▶ [TASK STATEMENT] Reproduce each line of the entries that carries "between".

[Stored items]
——————————

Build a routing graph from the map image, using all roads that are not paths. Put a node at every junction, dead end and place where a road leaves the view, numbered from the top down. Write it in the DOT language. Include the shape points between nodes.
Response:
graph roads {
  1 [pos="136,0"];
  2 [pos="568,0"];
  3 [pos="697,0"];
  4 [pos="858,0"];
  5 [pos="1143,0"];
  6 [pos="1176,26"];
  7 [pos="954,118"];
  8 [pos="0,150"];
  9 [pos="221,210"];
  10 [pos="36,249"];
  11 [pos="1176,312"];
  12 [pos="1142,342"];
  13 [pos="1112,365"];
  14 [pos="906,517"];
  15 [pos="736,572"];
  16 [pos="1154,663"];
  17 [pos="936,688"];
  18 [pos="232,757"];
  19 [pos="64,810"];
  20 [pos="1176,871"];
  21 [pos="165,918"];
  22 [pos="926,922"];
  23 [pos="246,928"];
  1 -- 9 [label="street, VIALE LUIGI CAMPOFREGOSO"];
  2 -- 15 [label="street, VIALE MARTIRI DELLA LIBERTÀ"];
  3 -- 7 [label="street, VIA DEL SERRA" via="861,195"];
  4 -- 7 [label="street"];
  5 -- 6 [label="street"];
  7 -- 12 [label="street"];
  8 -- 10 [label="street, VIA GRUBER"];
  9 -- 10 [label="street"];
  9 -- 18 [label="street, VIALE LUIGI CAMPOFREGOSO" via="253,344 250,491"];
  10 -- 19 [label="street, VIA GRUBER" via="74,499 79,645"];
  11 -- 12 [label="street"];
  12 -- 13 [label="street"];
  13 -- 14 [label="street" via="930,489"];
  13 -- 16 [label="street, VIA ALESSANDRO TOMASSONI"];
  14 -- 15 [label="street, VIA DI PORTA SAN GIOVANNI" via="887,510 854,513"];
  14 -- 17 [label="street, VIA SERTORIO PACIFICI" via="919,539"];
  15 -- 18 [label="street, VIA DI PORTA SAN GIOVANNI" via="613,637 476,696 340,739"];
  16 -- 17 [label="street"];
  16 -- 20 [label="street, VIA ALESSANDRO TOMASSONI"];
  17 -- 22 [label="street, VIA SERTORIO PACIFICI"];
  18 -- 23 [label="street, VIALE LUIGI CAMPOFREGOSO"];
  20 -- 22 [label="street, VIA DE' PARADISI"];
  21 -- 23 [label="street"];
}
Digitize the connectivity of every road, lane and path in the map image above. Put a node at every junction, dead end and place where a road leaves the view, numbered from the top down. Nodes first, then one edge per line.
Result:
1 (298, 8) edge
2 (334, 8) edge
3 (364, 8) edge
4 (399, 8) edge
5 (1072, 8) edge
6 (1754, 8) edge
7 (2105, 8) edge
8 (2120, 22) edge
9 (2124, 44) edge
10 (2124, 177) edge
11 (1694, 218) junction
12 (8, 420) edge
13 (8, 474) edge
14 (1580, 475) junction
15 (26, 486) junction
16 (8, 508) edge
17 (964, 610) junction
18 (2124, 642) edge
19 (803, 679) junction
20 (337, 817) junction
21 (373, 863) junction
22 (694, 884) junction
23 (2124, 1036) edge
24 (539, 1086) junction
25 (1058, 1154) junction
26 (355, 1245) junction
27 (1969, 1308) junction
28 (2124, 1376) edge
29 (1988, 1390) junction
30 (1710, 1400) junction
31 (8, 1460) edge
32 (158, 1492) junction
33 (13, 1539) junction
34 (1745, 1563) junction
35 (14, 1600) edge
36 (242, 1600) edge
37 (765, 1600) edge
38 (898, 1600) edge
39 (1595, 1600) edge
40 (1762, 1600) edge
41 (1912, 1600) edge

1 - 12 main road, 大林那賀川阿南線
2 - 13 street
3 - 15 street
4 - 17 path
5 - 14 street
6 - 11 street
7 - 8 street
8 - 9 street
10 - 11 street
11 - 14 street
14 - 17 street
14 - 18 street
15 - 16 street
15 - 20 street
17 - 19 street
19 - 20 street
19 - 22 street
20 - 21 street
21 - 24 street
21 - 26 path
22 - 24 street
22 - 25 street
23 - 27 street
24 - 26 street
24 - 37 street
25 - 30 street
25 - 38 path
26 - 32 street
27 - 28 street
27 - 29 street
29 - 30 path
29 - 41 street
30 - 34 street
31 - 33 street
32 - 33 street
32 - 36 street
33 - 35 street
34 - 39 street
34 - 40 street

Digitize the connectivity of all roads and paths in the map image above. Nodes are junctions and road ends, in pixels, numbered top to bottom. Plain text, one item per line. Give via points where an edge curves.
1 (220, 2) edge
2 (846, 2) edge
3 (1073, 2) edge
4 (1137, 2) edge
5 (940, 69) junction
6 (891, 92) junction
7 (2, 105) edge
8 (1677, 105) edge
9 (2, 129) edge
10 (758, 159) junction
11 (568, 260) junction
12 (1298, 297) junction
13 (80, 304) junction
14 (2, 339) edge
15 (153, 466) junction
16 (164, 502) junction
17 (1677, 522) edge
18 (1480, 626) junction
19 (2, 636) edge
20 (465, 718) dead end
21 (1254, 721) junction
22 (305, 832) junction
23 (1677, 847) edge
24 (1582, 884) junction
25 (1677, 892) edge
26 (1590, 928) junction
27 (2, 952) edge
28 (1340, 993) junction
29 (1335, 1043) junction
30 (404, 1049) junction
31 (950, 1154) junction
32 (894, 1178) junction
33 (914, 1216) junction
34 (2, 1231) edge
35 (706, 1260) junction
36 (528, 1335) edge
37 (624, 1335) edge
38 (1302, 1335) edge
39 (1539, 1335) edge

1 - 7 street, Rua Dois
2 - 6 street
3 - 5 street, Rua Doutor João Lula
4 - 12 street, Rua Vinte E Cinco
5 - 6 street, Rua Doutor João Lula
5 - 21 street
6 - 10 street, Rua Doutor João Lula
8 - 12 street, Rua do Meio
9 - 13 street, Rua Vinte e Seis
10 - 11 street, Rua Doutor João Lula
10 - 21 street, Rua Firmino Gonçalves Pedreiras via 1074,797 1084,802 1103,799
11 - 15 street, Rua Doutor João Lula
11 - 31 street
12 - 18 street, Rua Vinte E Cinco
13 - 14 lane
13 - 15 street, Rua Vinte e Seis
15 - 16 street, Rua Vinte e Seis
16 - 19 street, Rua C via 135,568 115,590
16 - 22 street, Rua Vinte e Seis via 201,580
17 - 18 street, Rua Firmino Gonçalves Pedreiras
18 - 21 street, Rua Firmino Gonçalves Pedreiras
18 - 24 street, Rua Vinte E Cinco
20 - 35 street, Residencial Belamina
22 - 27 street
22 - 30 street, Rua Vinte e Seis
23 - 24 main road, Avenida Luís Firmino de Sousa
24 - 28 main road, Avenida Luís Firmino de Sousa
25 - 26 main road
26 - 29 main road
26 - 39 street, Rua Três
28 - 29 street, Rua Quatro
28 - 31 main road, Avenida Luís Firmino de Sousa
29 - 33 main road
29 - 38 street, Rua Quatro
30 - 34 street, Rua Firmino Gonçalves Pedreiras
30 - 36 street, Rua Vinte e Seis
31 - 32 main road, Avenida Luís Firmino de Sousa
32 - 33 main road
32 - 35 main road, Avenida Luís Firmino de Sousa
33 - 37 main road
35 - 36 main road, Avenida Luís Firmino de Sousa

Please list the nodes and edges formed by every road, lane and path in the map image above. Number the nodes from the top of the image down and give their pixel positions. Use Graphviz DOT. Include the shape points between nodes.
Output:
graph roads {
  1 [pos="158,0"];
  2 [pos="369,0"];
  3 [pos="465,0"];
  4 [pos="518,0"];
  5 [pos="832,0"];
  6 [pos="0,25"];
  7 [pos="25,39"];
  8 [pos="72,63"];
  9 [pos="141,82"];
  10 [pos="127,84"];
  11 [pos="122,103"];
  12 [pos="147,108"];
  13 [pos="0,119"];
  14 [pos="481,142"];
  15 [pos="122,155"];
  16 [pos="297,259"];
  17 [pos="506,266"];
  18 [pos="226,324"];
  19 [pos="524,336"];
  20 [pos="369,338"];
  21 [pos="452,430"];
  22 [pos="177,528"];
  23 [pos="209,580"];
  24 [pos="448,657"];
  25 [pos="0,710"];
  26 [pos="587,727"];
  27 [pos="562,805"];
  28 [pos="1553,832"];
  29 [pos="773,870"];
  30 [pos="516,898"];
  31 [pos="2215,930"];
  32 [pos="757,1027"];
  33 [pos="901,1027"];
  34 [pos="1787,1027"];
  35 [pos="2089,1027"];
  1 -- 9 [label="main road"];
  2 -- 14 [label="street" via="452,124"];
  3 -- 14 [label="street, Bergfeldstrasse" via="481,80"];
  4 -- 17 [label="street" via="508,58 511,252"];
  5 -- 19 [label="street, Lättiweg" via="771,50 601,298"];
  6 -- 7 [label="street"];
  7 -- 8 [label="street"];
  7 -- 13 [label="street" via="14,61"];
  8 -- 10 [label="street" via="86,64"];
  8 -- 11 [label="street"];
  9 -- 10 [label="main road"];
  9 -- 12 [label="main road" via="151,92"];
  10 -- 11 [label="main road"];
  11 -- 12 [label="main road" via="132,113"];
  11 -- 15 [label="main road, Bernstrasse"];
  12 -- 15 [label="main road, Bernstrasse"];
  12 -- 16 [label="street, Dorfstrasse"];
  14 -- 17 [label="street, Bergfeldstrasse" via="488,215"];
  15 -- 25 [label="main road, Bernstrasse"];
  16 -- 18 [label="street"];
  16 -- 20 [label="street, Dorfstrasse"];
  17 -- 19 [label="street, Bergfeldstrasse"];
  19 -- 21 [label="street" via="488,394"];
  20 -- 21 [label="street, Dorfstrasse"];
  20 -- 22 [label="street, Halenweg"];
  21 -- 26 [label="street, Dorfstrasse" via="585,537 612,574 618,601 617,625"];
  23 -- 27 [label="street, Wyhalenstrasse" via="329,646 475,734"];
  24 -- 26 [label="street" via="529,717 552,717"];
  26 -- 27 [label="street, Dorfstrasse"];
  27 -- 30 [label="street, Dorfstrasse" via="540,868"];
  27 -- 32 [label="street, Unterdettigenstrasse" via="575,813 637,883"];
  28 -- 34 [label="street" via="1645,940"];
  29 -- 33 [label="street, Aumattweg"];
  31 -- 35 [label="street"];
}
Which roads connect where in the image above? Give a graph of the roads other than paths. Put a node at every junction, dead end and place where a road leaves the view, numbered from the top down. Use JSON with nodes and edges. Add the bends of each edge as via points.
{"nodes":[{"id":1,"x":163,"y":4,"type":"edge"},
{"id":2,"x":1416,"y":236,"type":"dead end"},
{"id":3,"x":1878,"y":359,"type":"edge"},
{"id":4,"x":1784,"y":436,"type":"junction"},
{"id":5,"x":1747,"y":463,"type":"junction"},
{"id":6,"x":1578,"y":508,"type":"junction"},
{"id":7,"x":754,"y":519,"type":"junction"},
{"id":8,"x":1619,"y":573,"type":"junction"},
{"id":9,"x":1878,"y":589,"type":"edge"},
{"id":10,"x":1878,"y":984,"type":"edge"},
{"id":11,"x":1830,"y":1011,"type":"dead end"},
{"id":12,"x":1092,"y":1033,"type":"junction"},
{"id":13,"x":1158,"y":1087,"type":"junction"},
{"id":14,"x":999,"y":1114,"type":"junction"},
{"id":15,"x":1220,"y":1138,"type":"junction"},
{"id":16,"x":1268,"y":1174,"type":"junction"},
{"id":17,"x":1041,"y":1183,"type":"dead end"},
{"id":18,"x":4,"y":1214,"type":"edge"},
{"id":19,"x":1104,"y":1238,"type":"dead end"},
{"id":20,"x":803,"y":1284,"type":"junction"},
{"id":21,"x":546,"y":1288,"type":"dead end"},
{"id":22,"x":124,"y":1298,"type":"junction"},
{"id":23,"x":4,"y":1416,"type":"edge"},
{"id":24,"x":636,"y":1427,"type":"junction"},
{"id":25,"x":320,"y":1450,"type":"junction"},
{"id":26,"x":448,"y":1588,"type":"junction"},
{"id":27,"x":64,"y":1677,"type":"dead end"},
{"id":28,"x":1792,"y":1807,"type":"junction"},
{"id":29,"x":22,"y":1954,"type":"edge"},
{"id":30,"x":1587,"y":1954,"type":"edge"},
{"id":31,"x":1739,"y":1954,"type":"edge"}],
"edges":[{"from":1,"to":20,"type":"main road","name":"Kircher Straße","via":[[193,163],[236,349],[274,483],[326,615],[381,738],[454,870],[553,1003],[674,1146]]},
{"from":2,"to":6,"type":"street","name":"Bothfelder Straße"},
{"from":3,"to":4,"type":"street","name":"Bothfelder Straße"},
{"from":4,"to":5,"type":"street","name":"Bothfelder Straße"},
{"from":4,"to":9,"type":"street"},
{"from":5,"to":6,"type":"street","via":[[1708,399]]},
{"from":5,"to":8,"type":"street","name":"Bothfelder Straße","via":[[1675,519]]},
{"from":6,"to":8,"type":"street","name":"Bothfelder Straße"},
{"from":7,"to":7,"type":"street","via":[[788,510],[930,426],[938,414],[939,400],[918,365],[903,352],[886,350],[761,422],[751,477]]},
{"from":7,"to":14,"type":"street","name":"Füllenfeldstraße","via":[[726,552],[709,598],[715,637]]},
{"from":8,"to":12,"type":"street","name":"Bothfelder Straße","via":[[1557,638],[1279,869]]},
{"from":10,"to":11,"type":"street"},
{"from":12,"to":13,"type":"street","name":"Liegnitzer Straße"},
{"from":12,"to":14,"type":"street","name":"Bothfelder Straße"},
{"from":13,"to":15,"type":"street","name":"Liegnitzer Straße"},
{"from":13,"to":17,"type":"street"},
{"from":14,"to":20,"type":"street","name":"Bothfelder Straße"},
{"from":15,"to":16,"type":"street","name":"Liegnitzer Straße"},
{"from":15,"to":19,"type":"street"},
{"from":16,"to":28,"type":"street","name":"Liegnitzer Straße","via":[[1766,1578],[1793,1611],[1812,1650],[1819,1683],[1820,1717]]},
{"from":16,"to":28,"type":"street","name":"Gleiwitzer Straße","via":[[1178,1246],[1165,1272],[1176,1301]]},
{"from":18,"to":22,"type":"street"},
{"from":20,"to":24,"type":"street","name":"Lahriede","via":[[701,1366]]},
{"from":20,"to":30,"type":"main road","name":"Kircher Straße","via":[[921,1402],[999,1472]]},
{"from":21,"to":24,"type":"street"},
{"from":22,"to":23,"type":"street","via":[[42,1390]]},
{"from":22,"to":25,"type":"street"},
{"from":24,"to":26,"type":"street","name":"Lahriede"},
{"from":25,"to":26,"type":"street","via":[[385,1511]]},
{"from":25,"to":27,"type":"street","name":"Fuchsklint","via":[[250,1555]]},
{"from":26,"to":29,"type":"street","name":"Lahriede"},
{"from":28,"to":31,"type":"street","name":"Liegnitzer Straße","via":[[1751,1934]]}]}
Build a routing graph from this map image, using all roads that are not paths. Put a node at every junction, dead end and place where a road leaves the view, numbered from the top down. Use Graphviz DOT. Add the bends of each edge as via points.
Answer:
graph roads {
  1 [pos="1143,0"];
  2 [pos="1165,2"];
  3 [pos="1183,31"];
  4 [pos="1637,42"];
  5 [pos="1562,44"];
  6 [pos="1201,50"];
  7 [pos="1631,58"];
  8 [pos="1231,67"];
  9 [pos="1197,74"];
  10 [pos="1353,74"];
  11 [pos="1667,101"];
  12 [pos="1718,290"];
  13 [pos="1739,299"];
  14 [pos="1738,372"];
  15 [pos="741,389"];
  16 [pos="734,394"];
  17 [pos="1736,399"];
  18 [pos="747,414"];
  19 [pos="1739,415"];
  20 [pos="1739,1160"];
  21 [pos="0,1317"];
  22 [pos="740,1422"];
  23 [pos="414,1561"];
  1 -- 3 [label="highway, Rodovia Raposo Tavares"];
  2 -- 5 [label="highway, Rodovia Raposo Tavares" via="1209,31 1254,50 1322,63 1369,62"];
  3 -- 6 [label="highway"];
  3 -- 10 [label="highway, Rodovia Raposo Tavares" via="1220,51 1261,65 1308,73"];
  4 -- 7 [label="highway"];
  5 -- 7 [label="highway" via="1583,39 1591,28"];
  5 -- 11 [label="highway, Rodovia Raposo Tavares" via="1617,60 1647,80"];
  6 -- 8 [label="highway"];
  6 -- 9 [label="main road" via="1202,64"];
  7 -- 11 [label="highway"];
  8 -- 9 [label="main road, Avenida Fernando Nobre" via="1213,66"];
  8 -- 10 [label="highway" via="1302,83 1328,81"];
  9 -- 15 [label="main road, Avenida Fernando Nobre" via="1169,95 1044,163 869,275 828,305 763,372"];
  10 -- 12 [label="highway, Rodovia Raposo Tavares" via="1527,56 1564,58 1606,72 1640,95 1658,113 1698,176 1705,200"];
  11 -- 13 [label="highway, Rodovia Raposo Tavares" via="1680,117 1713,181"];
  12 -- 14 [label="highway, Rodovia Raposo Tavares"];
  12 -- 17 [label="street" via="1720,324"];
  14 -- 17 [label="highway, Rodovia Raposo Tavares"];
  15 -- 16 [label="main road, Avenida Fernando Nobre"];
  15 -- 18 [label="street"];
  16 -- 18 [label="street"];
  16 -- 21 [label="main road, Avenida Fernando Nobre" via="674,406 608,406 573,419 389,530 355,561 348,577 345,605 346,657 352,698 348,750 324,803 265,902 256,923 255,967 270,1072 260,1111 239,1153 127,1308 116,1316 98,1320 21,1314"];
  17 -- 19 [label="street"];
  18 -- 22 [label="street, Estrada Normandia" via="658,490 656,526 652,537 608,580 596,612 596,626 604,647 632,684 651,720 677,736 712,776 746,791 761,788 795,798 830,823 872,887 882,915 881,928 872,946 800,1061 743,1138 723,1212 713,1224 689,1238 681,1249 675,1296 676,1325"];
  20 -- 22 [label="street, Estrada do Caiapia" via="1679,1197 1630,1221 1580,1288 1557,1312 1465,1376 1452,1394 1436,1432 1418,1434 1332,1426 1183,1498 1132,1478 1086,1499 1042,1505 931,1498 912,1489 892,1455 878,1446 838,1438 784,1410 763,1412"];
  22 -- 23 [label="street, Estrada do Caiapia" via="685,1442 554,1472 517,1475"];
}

——————————

▶ [SOLUTION TO THIS TASK]
Build a routing graph from the map image, using all roads that are not paths. Put a node at every junction, dead end and place where a road leaves the view, numbered from the top down. Write it in the DOT language. Include the shape points between nodes.
Please list the nodes and edges formed by every road, lane and path in the map image above. Number the nodes from the top of the image down and give their pixel positions. Use Graphviz DOT. Include the shape points between nodes.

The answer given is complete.